Work instruction.
Filter the entries, keeping every line with the string "Søndre".

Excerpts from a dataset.
▬▬▬▬▬▬▬▬▬▬

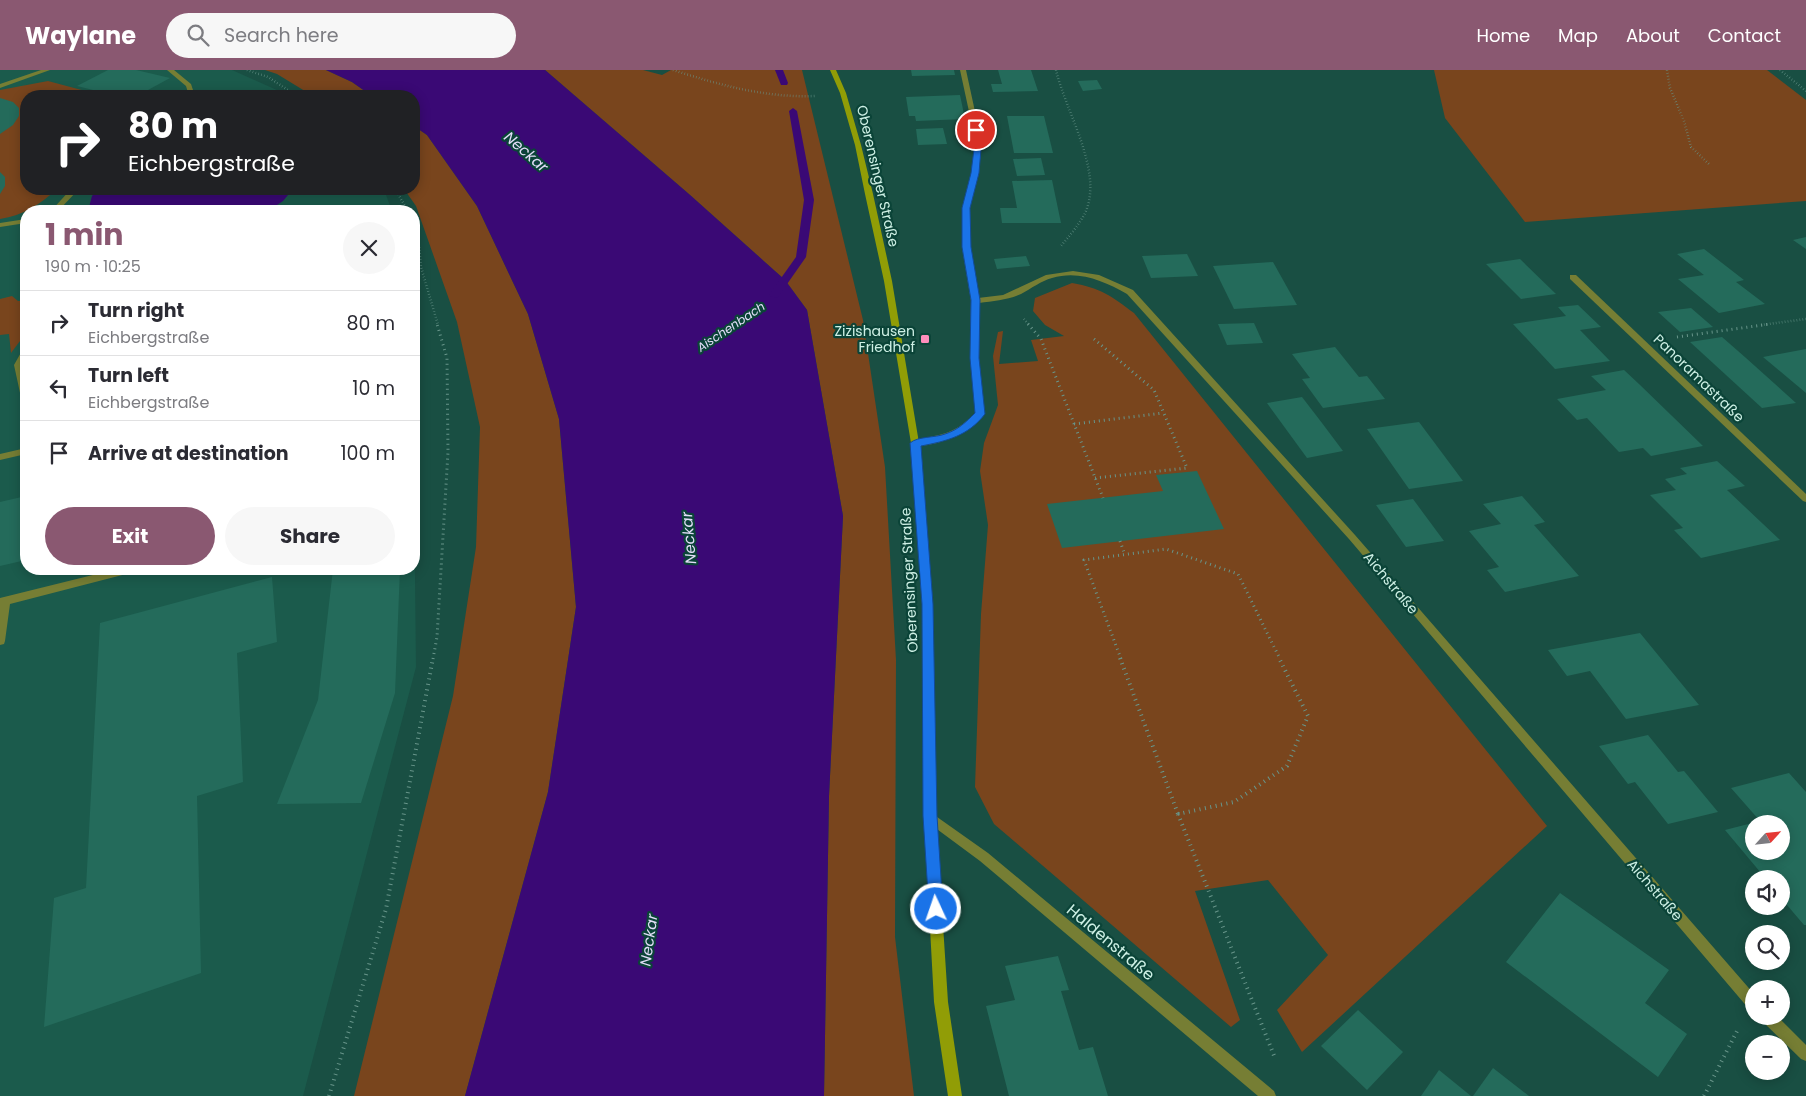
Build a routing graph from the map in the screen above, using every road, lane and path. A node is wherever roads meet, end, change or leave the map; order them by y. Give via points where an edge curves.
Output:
1 (47, 70) edge
2 (170, 70) edge
3 (247, 70) edge
4 (673, 70) edge
5 (833, 70) edge
6 (963, 70) edge
7 (1056, 70) edge
8 (1667, 70) edge
9 (1780, 70) edge
10 (0, 86) edge
11 (190, 90) edge
12 (288, 90) edge
13 (1806, 91) edge
14 (814, 96) dead end
15 (1710, 166) dead end
16 (69, 195) edge
17 (60, 205) edge
18 (20, 222) edge
19 (0, 225) edge
20 (420, 256) edge
21 (1048, 277) junction
22 (1573, 277) dead end
23 (998, 299) junction
24 (975, 300) junction
25 (1806, 319) edge
26 (1094, 339) dead end
27 (1642, 342) junction
28 (20, 362) edge
29 (20, 374) edge
30 (1164, 414) junction
31 (1074, 424) junction
32 (915, 443) junction
33 (20, 452) edge
34 (0, 457) edge
35 (1095, 478) junction
36 (1103, 498) dead end
37 (1806, 499) edge
38 (1120, 541) dead end
39 (1125, 554) junction
40 (107, 575) edge
41 (3, 602) edge
42 (0, 641) edge
43 (1178, 814) junction
44 (930, 816) junction
45 (1745, 994) edge
46 (1745, 1018) edge
47 (1776, 1025) edge
48 (1806, 1054) edge
49 (1276, 1060) dead end
50 (329, 1096) edge
51 (955, 1096) edge
52 (1269, 1096) edge
53 (1704, 1096) edge

1 - 10 street
2 - 11 street via 189,85
3 - 12 path via 268,77
4 - 14 path via 763,94
5 - 32 street, Oberensinger Straße via 843,93 869,194 888,281
6 - 24 street via 977,149 966,208 966,247
7 - 21 path via 1083,147 1089,185 1087,209 1054,256
8 - 15 path via 1691,147
9 - 13 path
16 - 17 street
18 - 19 street
20 - 50 path via 447,358 448,452 437,637 386,909
21 - 23 street, Aichstraße
21 - 45 street, Aichstraße via 1067,273 1093,275 1111,281 1141,302 1352,537
22 - 27 street, Panoramastraße
23 - 24 street, Aichstraße
23 - 31 path via 1042,339
24 - 32 street via 974,358 980,414 965,429 947,438
25 - 27 path
26 - 30 path via 1154,390
27 - 37 street, Panoramastraße
28 - 29 street
30 - 31 path
30 - 35 path via 1187,468
31 - 35 path
32 - 44 street, Oberensinger Straße via 927,604
33 - 34 street
35 - 36 path
38 - 39 path
39 - 43 path via 1084,560
39 - 43 path via 1166,549 1238,574 1308,716 1288,766 1234,802
40 - 41 street
41 - 42 street
43 - 49 path
44 - 51 street, Oberensinger Straße via 941,1002
44 - 52 street, Haldenstraße via 984,857
46 - 53 path
47 - 48 street

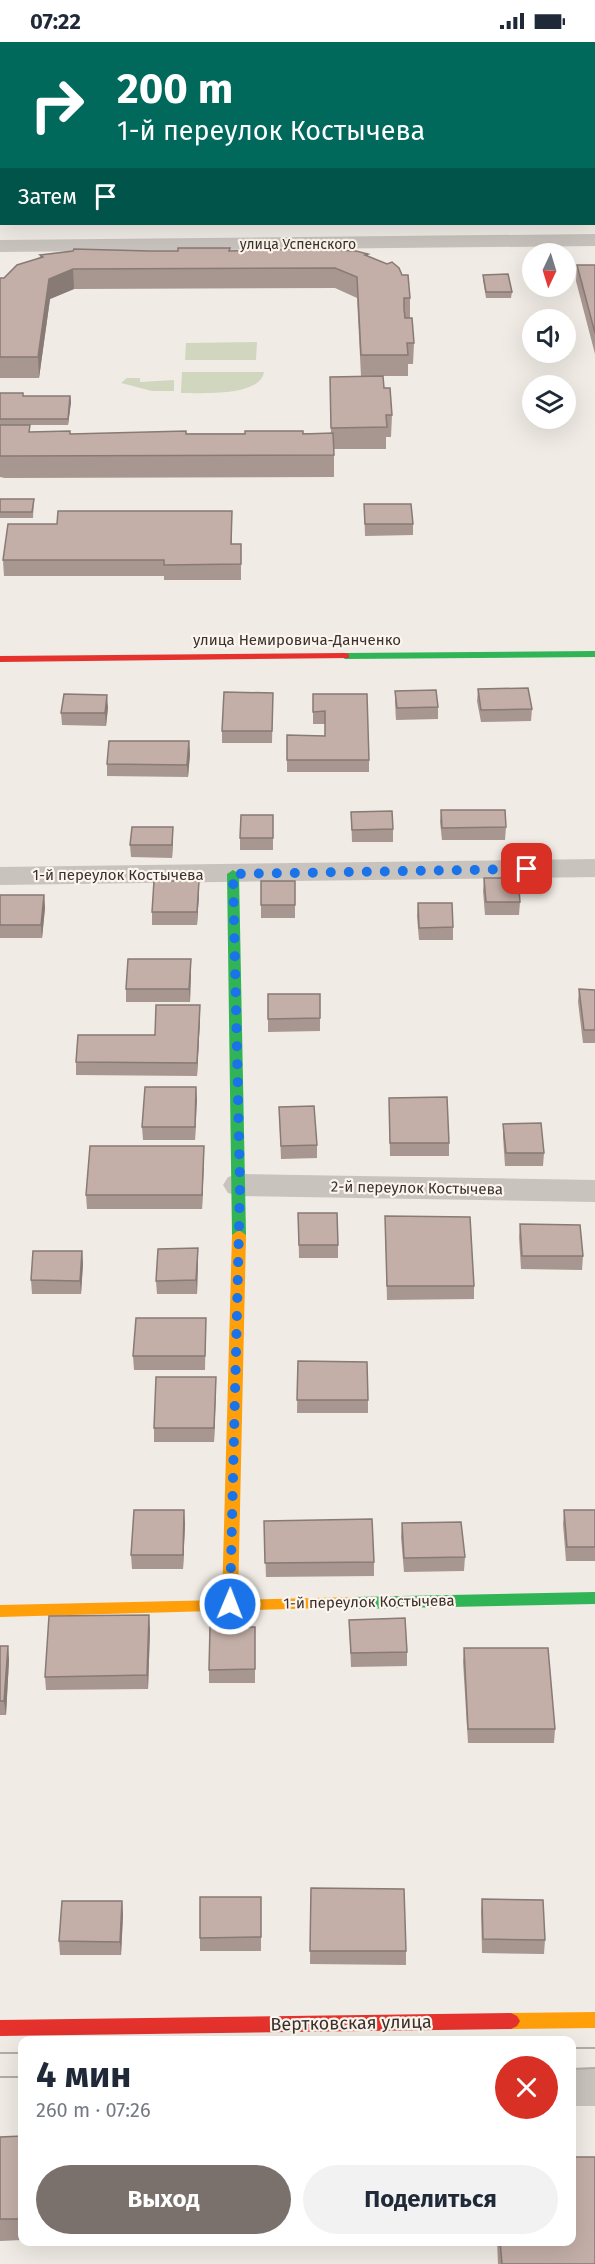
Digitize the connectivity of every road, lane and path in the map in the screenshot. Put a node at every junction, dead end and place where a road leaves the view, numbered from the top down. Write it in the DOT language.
graph roads {
  1 [pos="449,233"];
  2 [pos="208,234"];
  3 [pos="595,240"];
  4 [pos="0,246"];
  5 [pos="595,654"];
  6 [pos="0,659"];
  7 [pos="595,868"];
  8 [pos="233,874"];
  9 [pos="0,876"];
  10 [pos="240,1185"];
  11 [pos="595,1191"];
  12 [pos="595,1598"];
  13 [pos="230,1604"];
  14 [pos="0,1611"];
  15 [pos="595,2020"];
  16 [pos="0,2028"];
  17 [pos="595,2086"];
  18 [pos="576,2087"];
  1 -- 2 [label="street, улица Успенского"];
  1 -- 3 [label="street, улица Успенского"];
  2 -- 4 [label="street, улица Успенского"];
  5 -- 6 [label="street, улица Немировича-Данченко"];
  7 -- 8 [label="street, 1-й переулок Костычева"];
  8 -- 9 [label="street, 1-й переулок Костычева"];
  8 -- 10 [label="street"];
  10 -- 11 [label="street, 2-й переулок Костычева"];
  10 -- 13 [label="street"];
  12 -- 13 [label="street, 1-й переулок Костычева"];
  13 -- 14 [label="street, 1-й переулок Костычева"];
  15 -- 16 [label="street, Вертковская улица"];
  17 -- 18 [label="street"];
}
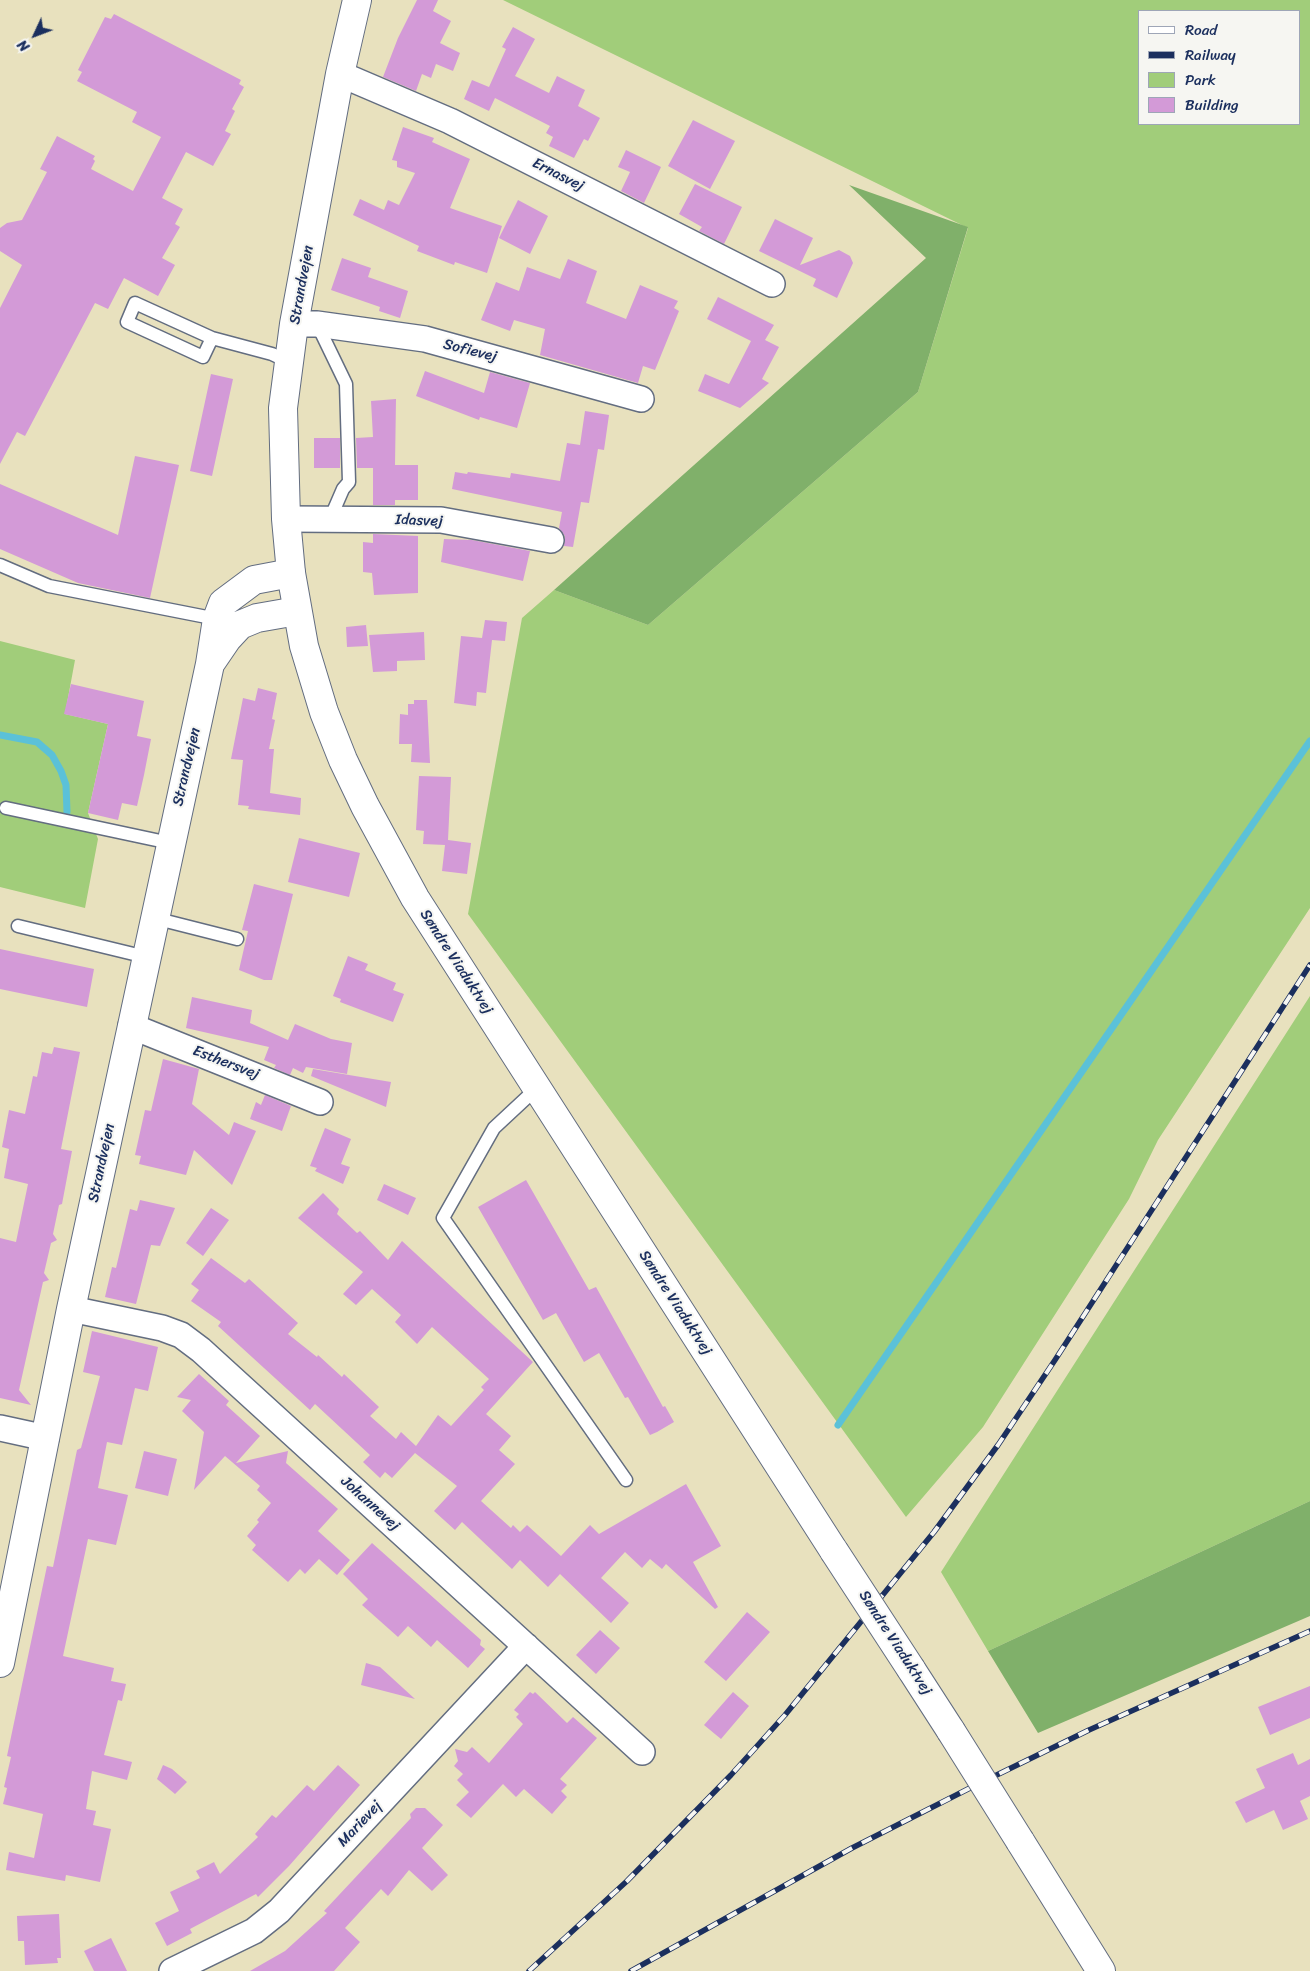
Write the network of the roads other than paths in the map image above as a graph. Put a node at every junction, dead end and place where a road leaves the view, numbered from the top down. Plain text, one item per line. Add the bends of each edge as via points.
1 (356, 0) edge
2 (340, 74) junction
3 (772, 284) dead end
4 (306, 324) junction
5 (212, 338) junction
6 (290, 362) junction
7 (641, 399) dead end
8 (286, 519) junction
9 (330, 519) junction
10 (550, 540) dead end
11 (0, 565) edge
12 (291, 573) junction
13 (297, 612) junction
14 (217, 619) junction
15 (210, 664) junction
16 (6, 808) dead end
17 (170, 844) junction
18 (154, 918) junction
19 (18, 926) dead end
20 (237, 939) dead end
21 (146, 957) junction
22 (131, 1026) junction
23 (537, 1088) junction
24 (320, 1102) dead end
25 (71, 1310) junction
26 (0, 1428) edge
27 (46, 1438) junction
28 (626, 1480) dead end
29 (526, 1646) junction
30 (0, 1663) edge
31 (642, 1752) dead end
32 (172, 1971) edge
33 (1102, 1971) edge

1 - 2 main road, Strandvejen
2 - 3 street, Ernasvej via 450,121
2 - 4 main road, Strandvejen
4 - 6 main road, Strandvejen
4 - 7 street, Sofievej via 425,339
4 - 9 lane via 346,384 349,482
5 - 5 lane via 135,303 127,322 203,356
5 - 6 lane
6 - 8 main road, Strandvejen via 284,408
8 - 9 street, Idasvej
8 - 12 main road, Strandvejen
9 - 10 street, Idasvej via 441,520
11 - 14 lane via 50,586
12 - 13 main road, Strandvejen
12 - 14 main road, Strandvejen via 254,580 223,604
13 - 15 main road, Strandvejen via 257,618 240,626 227,638
13 - 23 main road, Søndre Viaduktvej via 324,712 365,806 415,898
14 - 15 main road, Strandvejen
15 - 17 main road, Strandvejen
16 - 17 lane
17 - 18 main road, Strandvejen
18 - 20 lane
18 - 21 main road, Strandvejen
19 - 21 lane
21 - 22 main road, Strandvejen
22 - 24 street, Esthersvej
22 - 25 main road, Strandvejen
23 - 28 lane via 494,1128 443,1218
23 - 33 main road, Søndre Viaduktvej, bridge
25 - 27 main road, Strandvejen
25 - 29 street, Johannevej via 162,1328 181,1335
26 - 27 street
27 - 30 main road, Strandvejen
29 - 31 street, Johannevej
29 - 32 street, Marievej via 279,1911 254,1931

▬▬▬▬▬▬▬▬▬▬

Solution for this task.
13 - 23 main road, Søndre Viaduktvej via 324,712 365,806 415,898
23 - 33 main road, Søndre Viaduktvej, bridge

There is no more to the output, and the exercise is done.